== The data ==
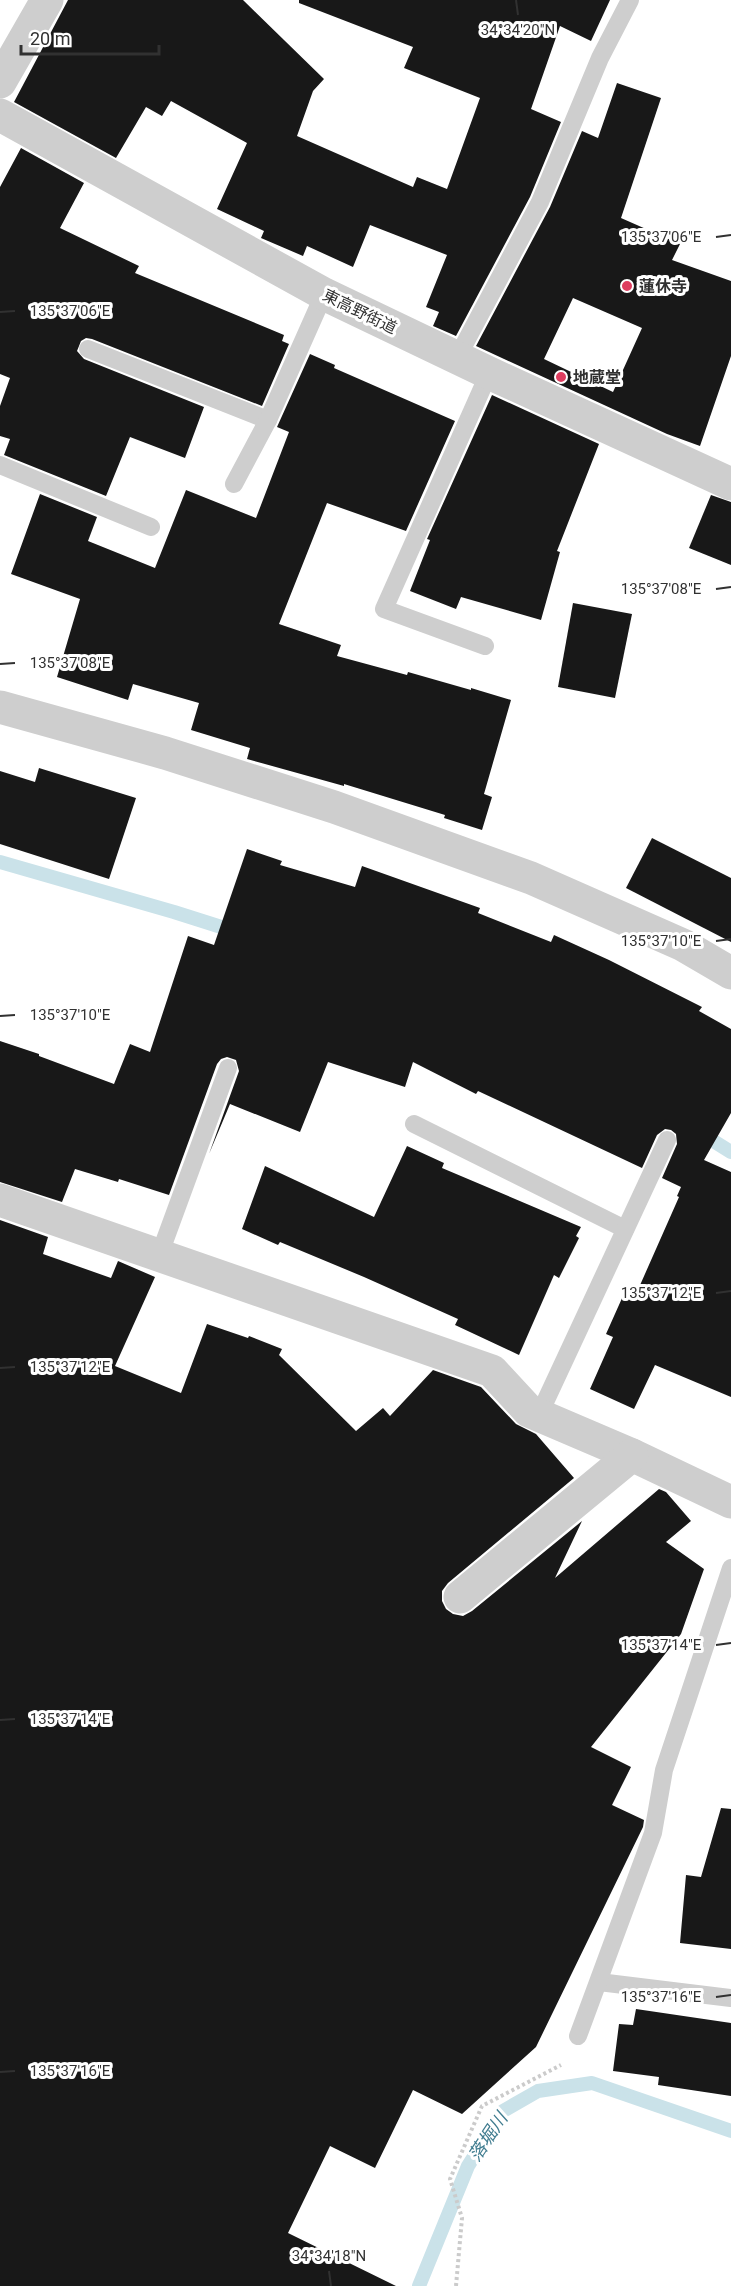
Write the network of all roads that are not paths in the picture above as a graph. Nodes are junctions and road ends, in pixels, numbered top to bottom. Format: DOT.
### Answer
graph roads {
  1 [pos="47,0"];
  2 [pos="630,0"];
  3 [pos="0,82"];
  4 [pos="0,115"];
  5 [pos="324,294"];
  6 [pos="88,349"];
  7 [pos="457,358"];
  8 [pos="489,373"];
  9 [pos="268,420"];
  10 [pos="0,465"];
  11 [pos="234,484"];
  12 [pos="731,484"];
  13 [pos="151,527"];
  14 [pos="485,646"];
  15 [pos="0,707"];
  16 [pos="731,973"];
  17 [pos="228,1068"];
  18 [pos="414,1124"];
  19 [pos="667,1140"];
  20 [pos="0,1200"];
  21 [pos="625,1229"];
  22 [pos="159,1256"];
  23 [pos="539,1415"];
  24 [pos="632,1455"];
  25 [pos="731,1502"];
  26 [pos="731,1568"];
  27 [pos="460,1597"];
  28 [pos="599,1982"];
  29 [pos="731,1998"];
  30 [pos="578,2036"];
  1 -- 3 [label="street"];
  2 -- 7 [label="lane"];
  4 -- 5 [label="street, 東高野街道"];
  5 -- 7 [label="street, 東高野街道"];
  5 -- 9 [label="lane"];
  6 -- 9 [label="lane"];
  7 -- 8 [label="street, 東高野街道"];
  8 -- 12 [label="street, 東高野街道"];
  8 -- 14 [label="lane"];
  9 -- 11 [label="lane"];
  10 -- 13 [label="lane"];
  15 -- 16 [label="street"];
  17 -- 22 [label="lane"];
  18 -- 21 [label="lane"];
  19 -- 21 [label="lane"];
  20 -- 22 [label="street"];
  21 -- 23 [label="lane"];
  22 -- 23 [label="street"];
  23 -- 24 [label="street"];
  24 -- 25 [label="street"];
  24 -- 27 [label="street"];
  26 -- 28 [label="lane"];
  28 -- 29 [label="lane"];
  28 -- 30 [label="lane"];
}
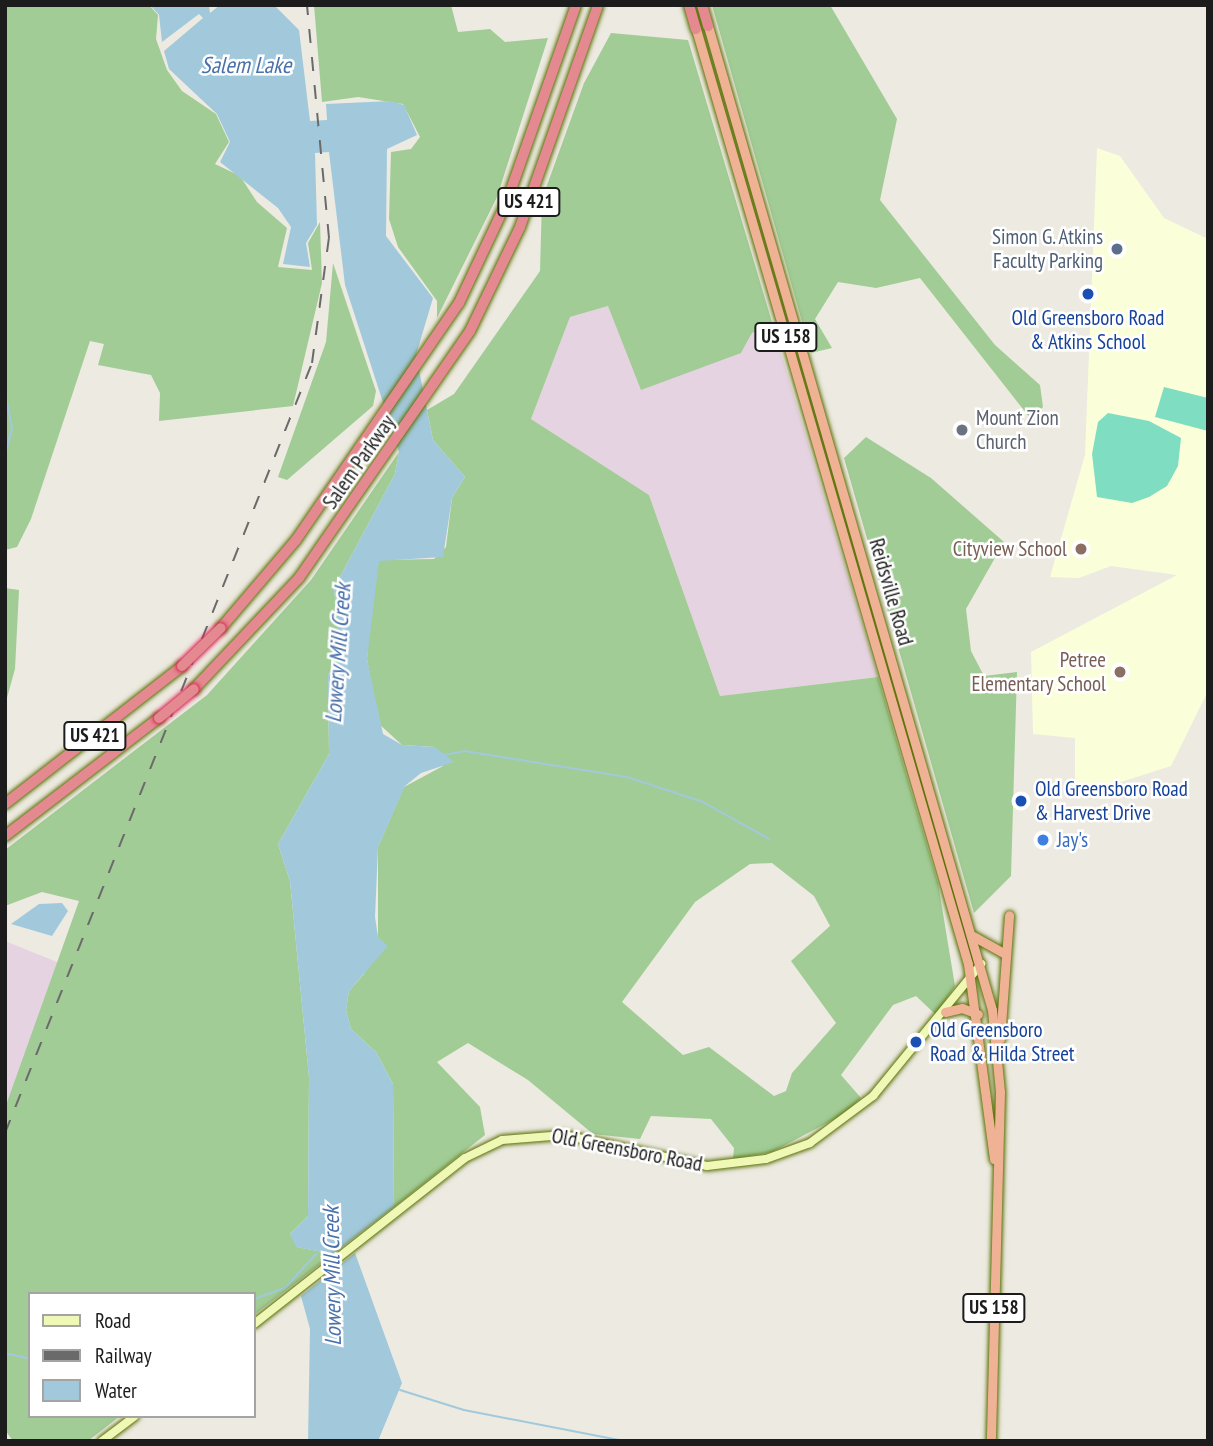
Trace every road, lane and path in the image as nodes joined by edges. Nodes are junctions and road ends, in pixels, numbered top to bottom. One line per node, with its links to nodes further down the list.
1 (576, 5): 7 (highway, Salem Parkway / US 421, bridge)
2 (598, 5): 8 (highway, Salem Parkway / US 421, bridge)
3 (689, 5): 6 (highway, US 158)
4 (702, 5): 5 (highway, US 158)
5 (708, 26): 10 (highway, Reidsville Road / US 158)
6 (696, 29): 13 (highway, Reidsville Road / US 158)
7 (5, 804)
8 (5, 836)
9 (1009, 915): 11 (highway)
10 (973, 936): 11 (highway); 12 (highway, Reidsville Road / US 158)
11 (1004, 953): 16 (highway)
12 (981, 964): 13 (main road, Old Greensboro Road); 16 (highway, Reidsville Road / US 158)
13 (971, 979): 14 (main road, Old Greensboro Road); 15 (highway, Reidsville Road / US 158)
14 (945, 1012): 15 (highway); 18 (main road, Old Greensboro Road)
15 (978, 1014): 17 (highway, Reidsville Road / US 158)
16 (998, 1059): 17 (highway, Reidsville Road / US 158)
17 (996, 1175): 21 (highway, Reidsville Road / US 158)
18 (256, 1322)
19 (132, 1418): 20 (main road)
20 (102, 1441)
21 (991, 1441)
===
If a line in the entries includes the word "bottom", copy that line out.

Write the network of all roads that are not paths in the picture above as a graph. Nodes are junctions and road ends, in pixels, numbered top to bottom. Format: DOT.
Trace every road, lane and path in the image as nodes joined by edges. Nodes are junctions and road ends, in pixels, numbered top to bottom. One line per node, with its links to nodes further down the list.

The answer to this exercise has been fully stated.